# PROBLEM TO WORK ON
For the records below, tally the lines that contain "items" and give only that number.

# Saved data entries
+ + + +

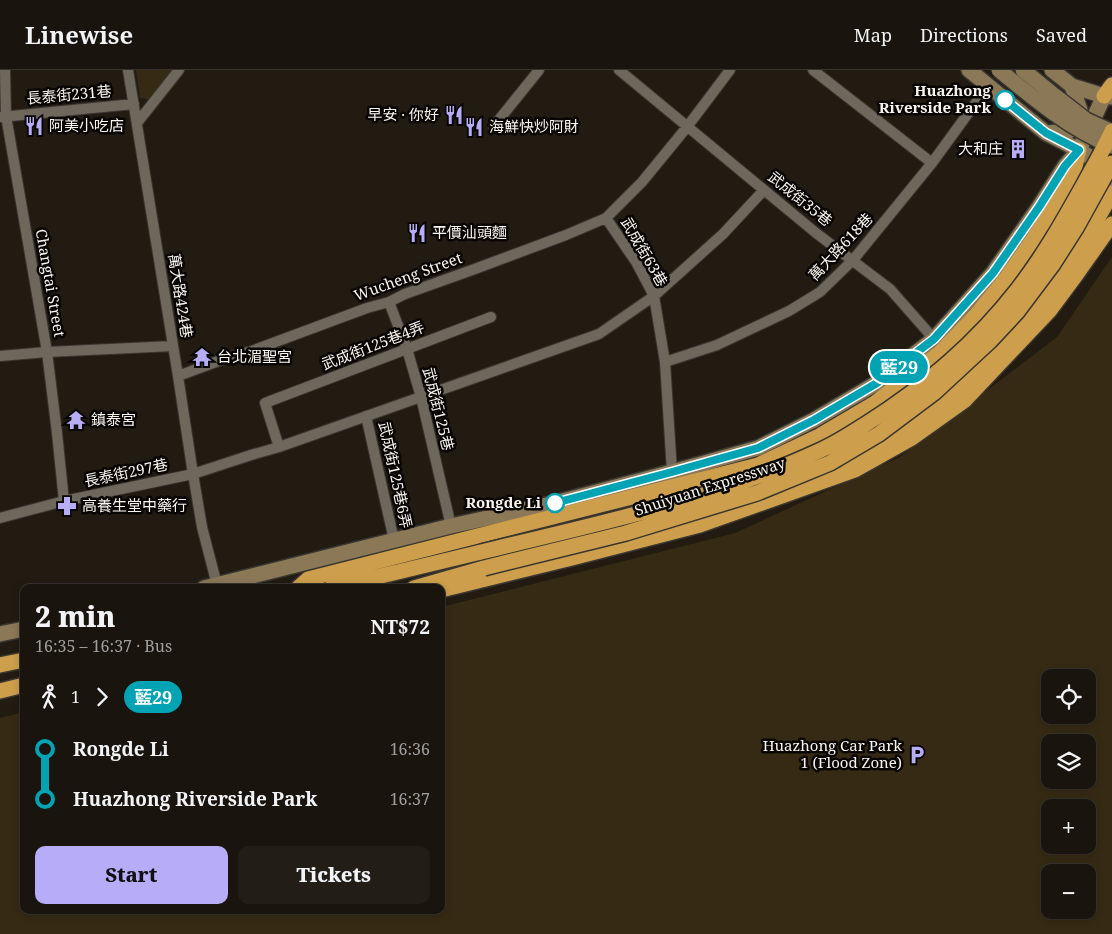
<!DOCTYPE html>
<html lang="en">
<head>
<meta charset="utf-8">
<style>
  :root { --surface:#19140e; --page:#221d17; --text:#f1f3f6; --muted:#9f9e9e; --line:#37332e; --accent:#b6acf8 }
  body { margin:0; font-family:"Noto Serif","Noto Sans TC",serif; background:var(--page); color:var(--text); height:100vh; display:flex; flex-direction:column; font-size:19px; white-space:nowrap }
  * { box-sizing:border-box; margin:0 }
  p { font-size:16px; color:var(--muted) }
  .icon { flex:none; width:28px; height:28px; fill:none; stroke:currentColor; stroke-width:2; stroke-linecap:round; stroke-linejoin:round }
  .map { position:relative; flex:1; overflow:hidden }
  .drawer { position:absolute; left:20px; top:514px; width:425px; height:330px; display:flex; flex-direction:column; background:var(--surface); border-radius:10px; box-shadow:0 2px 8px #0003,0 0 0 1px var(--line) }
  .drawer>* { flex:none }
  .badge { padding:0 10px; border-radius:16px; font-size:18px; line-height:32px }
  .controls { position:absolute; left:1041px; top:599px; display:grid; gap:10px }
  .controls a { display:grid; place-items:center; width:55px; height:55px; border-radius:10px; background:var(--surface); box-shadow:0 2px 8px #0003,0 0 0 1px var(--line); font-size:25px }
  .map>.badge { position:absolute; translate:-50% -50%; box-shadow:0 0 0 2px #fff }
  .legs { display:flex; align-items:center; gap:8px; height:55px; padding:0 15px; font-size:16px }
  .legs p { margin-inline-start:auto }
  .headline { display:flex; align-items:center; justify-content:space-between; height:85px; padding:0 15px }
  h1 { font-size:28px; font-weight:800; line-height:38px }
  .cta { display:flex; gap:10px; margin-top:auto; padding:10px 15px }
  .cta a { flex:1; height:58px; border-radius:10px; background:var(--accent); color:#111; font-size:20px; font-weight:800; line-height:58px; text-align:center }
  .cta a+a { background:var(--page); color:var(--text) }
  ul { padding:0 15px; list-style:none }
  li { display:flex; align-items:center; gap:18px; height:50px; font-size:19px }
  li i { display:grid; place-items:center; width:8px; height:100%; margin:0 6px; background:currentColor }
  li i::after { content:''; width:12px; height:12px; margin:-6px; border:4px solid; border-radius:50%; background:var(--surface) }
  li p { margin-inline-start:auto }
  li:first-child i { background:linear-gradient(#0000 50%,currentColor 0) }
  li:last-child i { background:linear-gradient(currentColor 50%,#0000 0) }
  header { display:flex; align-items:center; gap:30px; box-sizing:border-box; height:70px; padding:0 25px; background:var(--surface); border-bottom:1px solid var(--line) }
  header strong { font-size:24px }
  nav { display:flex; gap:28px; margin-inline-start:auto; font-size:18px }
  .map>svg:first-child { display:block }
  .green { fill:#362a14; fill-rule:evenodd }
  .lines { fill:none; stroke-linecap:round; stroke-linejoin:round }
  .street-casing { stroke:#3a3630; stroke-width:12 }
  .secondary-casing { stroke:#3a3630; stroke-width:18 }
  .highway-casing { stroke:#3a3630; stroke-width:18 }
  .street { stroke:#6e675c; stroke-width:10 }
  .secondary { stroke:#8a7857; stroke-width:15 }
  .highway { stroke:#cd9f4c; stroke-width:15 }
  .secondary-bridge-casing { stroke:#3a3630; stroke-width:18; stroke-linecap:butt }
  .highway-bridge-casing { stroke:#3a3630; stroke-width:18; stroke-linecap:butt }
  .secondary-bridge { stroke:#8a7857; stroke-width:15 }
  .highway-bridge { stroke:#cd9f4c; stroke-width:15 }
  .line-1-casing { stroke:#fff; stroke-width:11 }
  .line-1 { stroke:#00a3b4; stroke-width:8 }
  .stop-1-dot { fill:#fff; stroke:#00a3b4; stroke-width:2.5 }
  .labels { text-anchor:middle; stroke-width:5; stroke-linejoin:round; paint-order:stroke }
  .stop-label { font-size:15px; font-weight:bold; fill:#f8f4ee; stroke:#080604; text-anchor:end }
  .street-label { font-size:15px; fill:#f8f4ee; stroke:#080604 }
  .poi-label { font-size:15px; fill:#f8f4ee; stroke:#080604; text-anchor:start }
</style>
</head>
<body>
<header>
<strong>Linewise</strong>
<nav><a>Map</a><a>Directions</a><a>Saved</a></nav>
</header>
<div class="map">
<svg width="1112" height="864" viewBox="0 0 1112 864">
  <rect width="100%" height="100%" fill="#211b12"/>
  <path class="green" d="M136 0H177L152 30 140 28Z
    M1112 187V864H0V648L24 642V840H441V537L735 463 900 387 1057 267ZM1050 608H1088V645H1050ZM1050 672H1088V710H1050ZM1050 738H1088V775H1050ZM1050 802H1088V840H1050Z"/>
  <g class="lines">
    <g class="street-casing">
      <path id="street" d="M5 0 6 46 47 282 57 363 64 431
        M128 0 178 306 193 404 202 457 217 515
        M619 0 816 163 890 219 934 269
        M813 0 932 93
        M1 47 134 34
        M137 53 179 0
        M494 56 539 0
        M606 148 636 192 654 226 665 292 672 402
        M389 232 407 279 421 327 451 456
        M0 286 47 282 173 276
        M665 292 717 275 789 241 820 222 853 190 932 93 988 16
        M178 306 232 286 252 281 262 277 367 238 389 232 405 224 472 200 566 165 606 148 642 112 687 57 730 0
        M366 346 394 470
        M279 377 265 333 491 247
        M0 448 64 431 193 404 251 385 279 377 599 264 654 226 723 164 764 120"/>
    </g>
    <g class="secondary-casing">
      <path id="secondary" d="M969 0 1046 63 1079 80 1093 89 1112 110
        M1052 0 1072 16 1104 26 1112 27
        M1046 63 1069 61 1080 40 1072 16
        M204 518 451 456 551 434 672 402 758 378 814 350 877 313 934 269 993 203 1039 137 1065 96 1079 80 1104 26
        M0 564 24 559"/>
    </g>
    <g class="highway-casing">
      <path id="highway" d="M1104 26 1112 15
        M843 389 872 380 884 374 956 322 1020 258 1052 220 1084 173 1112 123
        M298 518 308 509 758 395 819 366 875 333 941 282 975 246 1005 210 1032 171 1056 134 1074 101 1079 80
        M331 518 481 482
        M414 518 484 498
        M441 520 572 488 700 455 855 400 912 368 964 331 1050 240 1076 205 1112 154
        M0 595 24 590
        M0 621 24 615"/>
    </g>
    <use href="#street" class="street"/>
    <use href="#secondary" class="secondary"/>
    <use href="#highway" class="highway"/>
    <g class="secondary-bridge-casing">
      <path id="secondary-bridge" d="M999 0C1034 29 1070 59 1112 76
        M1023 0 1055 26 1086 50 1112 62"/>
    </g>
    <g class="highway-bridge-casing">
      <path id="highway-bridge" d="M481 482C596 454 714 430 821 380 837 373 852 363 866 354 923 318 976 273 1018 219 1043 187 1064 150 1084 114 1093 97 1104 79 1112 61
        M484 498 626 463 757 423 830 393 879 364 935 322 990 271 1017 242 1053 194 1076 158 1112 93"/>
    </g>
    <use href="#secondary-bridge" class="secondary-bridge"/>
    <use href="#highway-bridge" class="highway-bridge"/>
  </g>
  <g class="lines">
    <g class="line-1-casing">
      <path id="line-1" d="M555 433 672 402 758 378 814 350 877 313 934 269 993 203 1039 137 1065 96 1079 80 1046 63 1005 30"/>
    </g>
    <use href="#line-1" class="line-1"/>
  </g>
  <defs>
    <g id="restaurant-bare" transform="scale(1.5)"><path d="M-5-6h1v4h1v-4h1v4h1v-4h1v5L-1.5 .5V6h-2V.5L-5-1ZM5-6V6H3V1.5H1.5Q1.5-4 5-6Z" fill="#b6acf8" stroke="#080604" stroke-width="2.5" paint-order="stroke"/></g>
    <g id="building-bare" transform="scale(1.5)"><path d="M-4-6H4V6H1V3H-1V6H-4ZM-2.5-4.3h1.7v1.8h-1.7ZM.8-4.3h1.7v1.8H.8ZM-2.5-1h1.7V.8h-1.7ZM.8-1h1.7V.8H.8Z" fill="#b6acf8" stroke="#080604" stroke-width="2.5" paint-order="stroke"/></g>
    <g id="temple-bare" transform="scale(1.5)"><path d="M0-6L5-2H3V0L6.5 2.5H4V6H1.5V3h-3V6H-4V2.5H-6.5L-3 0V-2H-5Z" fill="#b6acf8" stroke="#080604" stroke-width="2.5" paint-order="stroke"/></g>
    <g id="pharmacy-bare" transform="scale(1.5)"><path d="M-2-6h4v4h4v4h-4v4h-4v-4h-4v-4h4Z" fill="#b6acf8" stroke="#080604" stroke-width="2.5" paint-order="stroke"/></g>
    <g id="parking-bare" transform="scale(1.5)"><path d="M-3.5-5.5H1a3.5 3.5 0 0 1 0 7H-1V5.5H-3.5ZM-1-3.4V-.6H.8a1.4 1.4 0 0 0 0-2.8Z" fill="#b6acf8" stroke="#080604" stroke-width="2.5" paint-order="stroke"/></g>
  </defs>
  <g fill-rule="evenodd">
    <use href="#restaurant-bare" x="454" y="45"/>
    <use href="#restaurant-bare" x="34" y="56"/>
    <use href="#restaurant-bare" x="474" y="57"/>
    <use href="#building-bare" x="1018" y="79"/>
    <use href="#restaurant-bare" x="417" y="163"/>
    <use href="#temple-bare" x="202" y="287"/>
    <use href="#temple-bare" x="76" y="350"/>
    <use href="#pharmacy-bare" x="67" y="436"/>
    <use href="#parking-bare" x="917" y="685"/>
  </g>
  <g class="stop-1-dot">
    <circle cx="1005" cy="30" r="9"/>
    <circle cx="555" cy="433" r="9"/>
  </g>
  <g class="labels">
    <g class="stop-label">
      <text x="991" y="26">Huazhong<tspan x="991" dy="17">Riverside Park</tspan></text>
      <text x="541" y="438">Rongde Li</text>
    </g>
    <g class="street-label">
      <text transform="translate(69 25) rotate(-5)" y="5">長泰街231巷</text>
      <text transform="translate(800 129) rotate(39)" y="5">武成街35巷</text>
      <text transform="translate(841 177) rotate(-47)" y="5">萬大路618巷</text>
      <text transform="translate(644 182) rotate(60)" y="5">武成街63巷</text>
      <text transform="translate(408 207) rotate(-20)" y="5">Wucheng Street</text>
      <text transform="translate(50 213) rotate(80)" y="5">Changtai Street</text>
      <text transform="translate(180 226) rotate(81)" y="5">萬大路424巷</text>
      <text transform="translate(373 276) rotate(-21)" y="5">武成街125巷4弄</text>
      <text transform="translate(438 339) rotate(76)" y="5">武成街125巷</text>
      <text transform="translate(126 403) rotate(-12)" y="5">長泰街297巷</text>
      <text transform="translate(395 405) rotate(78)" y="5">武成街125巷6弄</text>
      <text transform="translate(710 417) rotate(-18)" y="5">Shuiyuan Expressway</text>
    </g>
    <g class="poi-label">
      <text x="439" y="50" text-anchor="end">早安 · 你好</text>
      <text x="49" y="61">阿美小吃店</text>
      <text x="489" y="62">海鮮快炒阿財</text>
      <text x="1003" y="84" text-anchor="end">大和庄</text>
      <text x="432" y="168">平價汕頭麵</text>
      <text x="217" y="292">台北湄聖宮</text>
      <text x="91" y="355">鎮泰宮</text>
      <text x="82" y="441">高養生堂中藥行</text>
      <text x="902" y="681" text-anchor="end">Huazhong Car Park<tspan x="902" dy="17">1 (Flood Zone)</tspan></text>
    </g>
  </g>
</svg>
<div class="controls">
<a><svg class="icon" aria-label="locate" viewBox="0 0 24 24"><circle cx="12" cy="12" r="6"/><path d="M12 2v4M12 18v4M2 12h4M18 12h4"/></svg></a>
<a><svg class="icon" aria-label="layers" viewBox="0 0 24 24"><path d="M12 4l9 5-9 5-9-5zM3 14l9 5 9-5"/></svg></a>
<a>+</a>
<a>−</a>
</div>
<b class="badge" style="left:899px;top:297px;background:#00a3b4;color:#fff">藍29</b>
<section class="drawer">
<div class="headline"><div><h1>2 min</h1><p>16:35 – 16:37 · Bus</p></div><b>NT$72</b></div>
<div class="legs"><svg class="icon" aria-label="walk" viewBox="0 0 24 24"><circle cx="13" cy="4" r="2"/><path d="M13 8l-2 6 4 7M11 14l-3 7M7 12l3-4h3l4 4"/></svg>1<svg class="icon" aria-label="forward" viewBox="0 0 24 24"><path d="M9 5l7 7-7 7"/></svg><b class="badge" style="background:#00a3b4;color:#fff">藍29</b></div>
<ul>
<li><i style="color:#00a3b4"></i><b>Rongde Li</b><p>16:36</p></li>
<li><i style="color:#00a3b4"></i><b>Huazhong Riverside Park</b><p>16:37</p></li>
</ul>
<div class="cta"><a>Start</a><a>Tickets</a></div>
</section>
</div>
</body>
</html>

+ + + +

# OUTPUT OF THE TASK
6